#### EXERCISE DESCRIPTION
In these entries, tally the lines where "Brigittenweg" occurs. Respond with only the count.

#### RAW DATA
┏━━
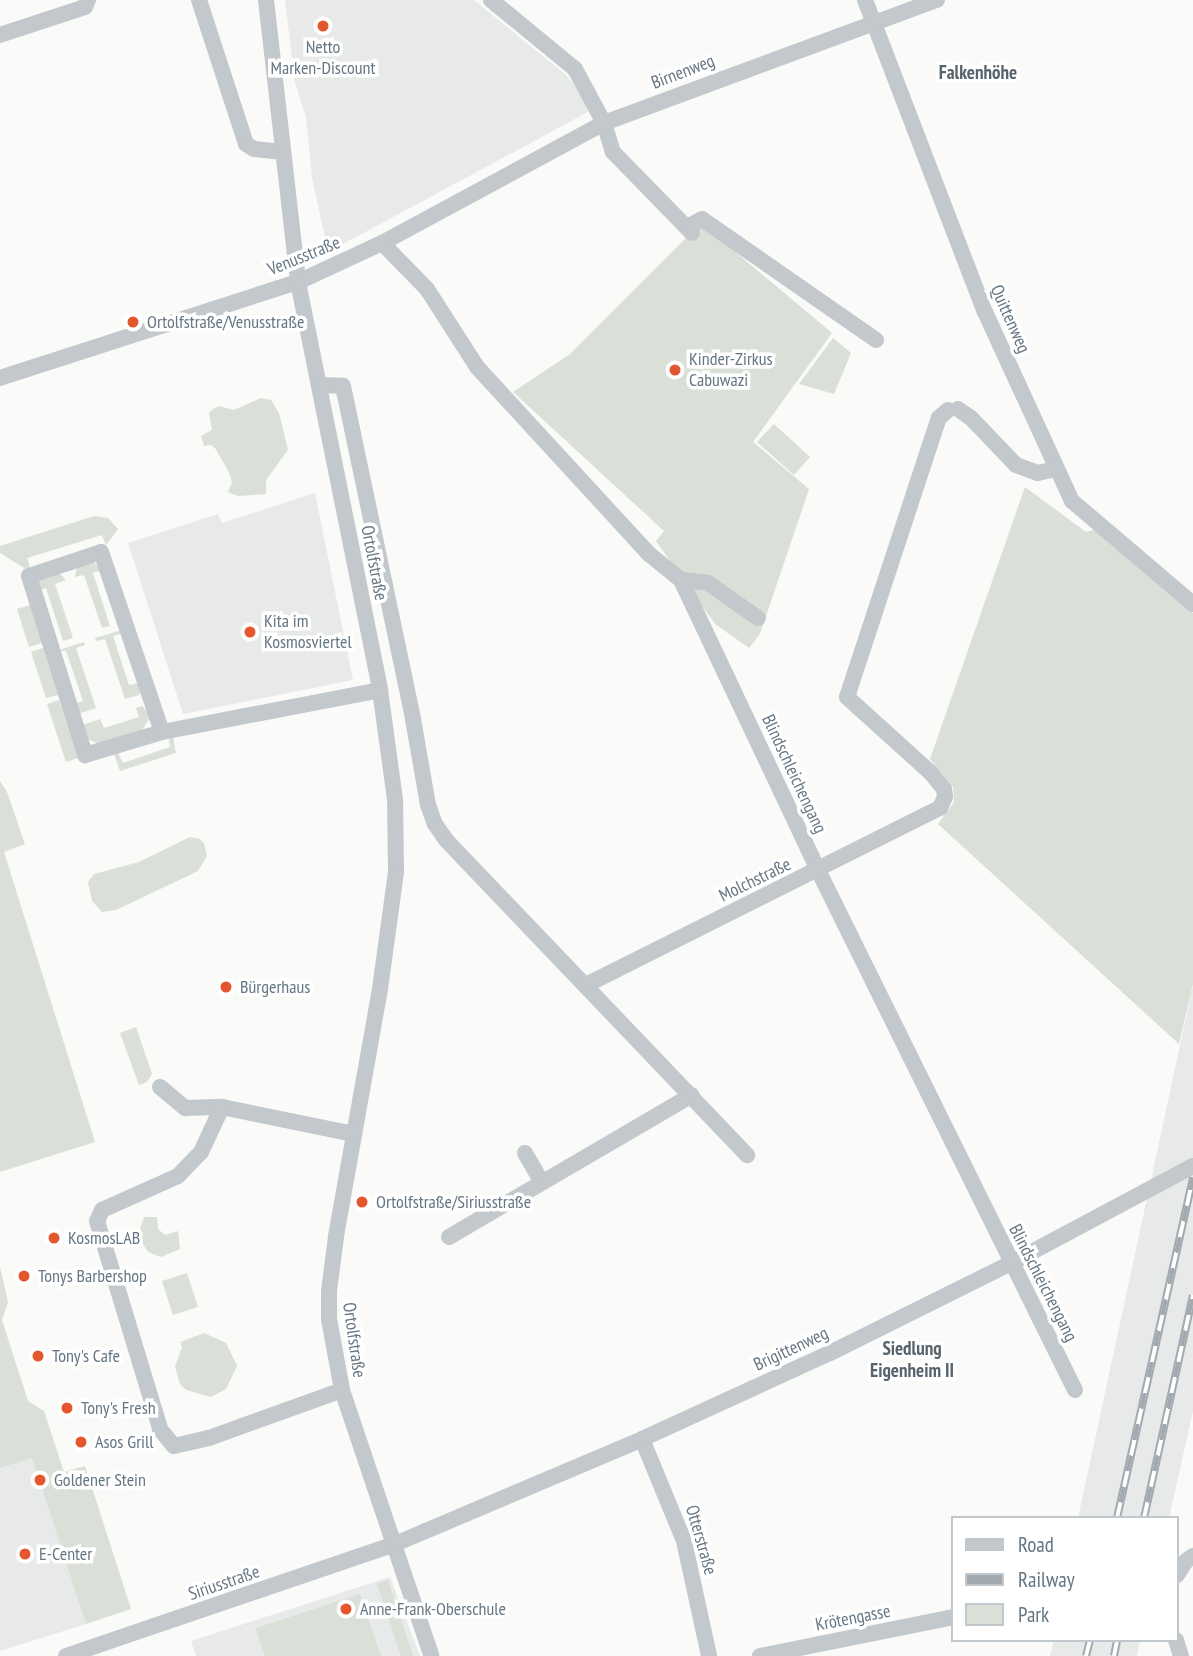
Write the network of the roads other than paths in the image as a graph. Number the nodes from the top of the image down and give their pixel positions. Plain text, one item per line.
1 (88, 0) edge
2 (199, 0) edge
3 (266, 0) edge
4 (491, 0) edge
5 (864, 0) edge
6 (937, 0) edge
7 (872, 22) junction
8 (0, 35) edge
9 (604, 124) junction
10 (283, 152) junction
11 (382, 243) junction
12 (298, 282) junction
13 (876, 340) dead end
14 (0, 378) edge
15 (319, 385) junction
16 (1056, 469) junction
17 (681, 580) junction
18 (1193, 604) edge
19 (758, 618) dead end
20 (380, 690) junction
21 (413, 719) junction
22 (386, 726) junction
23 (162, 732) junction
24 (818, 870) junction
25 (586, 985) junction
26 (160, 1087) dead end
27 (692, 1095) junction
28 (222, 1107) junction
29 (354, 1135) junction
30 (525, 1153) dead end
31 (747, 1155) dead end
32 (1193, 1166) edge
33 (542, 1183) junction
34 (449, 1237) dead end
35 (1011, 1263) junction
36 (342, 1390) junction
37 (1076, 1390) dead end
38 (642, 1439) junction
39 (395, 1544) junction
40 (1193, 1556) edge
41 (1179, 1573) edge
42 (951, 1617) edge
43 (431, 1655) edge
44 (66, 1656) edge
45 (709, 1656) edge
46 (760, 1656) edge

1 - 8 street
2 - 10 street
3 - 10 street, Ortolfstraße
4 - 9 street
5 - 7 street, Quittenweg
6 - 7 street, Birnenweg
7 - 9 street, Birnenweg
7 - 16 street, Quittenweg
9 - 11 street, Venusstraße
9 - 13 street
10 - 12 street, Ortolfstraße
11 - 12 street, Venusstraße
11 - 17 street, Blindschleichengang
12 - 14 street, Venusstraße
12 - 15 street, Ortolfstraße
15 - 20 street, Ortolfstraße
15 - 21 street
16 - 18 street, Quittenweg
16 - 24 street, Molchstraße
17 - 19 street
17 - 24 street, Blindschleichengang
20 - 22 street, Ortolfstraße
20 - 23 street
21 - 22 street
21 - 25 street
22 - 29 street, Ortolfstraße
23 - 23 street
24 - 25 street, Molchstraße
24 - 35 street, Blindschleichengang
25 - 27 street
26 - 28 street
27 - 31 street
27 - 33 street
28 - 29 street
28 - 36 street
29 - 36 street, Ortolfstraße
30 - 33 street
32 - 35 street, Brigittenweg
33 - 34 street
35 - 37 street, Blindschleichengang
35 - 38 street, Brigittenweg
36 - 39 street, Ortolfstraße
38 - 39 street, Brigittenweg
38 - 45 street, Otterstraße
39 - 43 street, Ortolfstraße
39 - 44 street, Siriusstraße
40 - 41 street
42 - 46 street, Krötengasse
┗━━
┏━━
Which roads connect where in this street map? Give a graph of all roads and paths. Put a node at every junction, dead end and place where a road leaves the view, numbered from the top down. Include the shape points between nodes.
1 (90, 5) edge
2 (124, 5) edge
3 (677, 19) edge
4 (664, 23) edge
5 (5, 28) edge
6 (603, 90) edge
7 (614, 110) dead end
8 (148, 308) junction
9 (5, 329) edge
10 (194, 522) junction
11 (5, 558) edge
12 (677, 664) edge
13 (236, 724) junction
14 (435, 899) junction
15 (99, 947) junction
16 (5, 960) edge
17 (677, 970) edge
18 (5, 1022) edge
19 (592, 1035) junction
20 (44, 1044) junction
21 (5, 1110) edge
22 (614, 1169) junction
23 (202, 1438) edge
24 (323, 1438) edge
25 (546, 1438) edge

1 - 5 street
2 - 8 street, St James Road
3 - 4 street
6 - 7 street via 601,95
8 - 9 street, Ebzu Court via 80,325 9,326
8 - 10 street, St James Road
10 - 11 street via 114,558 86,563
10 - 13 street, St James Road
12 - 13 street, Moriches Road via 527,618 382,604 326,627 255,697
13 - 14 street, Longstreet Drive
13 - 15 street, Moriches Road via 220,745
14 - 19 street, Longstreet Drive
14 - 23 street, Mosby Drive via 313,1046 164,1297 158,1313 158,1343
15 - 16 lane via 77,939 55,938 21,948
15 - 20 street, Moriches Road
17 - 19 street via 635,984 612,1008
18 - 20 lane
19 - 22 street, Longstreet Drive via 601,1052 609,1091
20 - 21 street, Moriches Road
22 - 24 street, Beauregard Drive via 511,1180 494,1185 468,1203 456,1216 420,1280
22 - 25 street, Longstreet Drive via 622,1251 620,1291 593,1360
┗━━
#### YOUR SOLUTION
3